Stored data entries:
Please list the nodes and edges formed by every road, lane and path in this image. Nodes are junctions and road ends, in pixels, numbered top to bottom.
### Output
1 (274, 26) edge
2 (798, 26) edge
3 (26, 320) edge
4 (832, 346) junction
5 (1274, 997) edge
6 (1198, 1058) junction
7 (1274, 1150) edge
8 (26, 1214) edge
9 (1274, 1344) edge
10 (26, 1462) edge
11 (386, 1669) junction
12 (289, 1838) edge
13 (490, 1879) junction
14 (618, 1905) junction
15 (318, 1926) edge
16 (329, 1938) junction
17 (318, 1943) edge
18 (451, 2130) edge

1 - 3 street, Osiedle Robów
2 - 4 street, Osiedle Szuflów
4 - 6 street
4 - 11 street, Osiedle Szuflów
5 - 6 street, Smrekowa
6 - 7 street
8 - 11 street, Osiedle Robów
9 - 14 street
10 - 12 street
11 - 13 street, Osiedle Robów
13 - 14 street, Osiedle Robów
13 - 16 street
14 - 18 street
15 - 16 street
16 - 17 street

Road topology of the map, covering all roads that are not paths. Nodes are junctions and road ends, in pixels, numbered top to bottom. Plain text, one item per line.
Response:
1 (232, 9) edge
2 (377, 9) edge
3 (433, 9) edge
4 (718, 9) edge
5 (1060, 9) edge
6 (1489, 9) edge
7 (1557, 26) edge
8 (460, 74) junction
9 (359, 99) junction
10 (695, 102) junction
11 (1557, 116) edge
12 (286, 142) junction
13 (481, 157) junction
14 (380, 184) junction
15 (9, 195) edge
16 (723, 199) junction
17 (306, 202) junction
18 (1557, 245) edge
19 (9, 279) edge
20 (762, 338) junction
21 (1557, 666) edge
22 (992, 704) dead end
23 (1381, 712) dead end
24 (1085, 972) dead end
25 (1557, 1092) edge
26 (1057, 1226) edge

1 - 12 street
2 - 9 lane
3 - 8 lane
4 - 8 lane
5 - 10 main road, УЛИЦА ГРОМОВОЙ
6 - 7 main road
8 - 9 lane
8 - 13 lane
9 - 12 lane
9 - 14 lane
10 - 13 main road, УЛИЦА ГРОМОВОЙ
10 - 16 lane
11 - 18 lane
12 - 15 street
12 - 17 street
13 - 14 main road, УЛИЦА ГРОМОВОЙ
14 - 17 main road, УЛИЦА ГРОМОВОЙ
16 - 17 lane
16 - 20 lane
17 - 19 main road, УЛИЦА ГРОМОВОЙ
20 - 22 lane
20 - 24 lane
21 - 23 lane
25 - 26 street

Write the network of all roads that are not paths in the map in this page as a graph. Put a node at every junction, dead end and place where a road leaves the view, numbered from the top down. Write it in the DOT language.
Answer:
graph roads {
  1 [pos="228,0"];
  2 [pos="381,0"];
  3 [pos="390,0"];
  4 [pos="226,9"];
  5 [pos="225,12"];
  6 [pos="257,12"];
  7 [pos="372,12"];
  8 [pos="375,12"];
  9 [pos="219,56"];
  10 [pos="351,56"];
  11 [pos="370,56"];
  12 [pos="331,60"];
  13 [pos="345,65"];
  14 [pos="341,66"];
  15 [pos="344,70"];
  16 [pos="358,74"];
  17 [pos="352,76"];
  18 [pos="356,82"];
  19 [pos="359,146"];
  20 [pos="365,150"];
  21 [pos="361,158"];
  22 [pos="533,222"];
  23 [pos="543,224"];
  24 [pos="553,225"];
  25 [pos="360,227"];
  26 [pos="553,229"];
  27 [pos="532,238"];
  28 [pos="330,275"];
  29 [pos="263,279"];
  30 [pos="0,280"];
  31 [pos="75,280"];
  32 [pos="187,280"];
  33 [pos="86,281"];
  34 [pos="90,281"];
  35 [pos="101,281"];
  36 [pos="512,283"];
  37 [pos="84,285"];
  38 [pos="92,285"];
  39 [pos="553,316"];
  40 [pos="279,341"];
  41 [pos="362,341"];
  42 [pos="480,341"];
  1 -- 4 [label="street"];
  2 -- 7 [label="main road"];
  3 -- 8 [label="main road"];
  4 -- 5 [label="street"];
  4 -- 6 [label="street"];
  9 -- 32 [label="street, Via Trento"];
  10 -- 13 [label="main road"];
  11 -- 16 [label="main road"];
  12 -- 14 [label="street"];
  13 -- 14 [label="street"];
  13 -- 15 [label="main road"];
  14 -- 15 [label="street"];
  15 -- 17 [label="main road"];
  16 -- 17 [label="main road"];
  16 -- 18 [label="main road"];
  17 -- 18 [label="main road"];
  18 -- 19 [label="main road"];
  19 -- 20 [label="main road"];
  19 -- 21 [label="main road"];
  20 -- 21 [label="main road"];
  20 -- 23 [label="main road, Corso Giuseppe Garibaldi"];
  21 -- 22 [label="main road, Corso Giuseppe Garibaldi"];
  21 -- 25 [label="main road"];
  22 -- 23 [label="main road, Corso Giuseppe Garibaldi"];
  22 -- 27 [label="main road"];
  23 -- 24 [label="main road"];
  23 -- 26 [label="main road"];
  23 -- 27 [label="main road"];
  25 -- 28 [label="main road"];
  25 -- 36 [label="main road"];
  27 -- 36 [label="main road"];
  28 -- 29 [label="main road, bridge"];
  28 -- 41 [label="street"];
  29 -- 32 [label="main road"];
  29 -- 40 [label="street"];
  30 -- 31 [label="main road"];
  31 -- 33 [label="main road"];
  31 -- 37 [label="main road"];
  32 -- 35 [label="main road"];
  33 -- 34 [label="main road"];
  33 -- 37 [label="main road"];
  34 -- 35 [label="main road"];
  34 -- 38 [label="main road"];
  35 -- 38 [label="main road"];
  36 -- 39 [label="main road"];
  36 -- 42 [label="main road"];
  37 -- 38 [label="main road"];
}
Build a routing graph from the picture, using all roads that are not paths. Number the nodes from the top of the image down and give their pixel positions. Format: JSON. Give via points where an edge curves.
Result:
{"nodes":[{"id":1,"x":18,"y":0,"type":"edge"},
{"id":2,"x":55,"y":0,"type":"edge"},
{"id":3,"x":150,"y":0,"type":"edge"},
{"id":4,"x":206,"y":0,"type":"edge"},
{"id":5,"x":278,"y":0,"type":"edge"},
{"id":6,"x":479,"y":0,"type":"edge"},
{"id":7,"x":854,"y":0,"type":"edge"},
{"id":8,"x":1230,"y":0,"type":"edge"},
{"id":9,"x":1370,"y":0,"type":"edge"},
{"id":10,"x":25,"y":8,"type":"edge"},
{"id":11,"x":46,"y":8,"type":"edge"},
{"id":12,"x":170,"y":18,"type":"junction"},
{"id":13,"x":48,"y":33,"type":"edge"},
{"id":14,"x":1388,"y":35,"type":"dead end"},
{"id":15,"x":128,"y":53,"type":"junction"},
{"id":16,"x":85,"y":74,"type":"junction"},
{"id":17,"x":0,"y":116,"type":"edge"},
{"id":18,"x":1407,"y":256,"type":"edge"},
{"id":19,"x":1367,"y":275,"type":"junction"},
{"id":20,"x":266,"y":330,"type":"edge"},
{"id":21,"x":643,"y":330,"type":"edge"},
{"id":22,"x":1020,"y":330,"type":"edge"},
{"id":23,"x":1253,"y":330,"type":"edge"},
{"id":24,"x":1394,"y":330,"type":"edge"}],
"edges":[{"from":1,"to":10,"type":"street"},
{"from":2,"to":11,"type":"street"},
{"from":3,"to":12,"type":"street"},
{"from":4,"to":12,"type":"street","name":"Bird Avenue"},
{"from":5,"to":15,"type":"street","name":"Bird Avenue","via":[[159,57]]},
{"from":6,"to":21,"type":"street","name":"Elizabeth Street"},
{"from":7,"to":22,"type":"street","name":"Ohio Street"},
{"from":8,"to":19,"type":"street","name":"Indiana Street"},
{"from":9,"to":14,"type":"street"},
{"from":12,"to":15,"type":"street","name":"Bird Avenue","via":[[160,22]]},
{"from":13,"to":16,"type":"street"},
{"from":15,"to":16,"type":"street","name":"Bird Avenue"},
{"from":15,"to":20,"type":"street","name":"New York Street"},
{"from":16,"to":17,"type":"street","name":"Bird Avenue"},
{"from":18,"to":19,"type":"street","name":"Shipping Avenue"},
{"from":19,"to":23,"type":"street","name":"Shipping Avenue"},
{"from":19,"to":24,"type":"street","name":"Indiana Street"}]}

• Assignment
The lines above, from the start of the records through the one containing "Road topology of", are to be printed exactly, and nothing else is to be included.

• Response to the exercise
Please list the nodes and edges formed by every road, lane and path in this image. Nodes are junctions and road ends, in pixels, numbered top to bottom.
### Output
1 (274, 26) edge
2 (798, 26) edge
3 (26, 320) edge
4 (832, 346) junction
5 (1274, 997) edge
6 (1198, 1058) junction
7 (1274, 1150) edge
8 (26, 1214) edge
9 (1274, 1344) edge
10 (26, 1462) edge
11 (386, 1669) junction
12 (289, 1838) edge
13 (490, 1879) junction
14 (618, 1905) junction
15 (318, 1926) edge
16 (329, 1938) junction
17 (318, 1943) edge
18 (451, 2130) edge

1 - 3 street, Osiedle Robów
2 - 4 street, Osiedle Szuflów
4 - 6 street
4 - 11 street, Osiedle Szuflów
5 - 6 street, Smrekowa
6 - 7 street
8 - 11 street, Osiedle Robów
9 - 14 street
10 - 12 street
11 - 13 street, Osiedle Robów
13 - 14 street, Osiedle Robów
13 - 16 street
14 - 18 street
15 - 16 street
16 - 17 street

Road topology of the map, covering all roads that are not paths. Nodes are junctions and road ends, in pixels, numbered top to bottom. Plain text, one item per line.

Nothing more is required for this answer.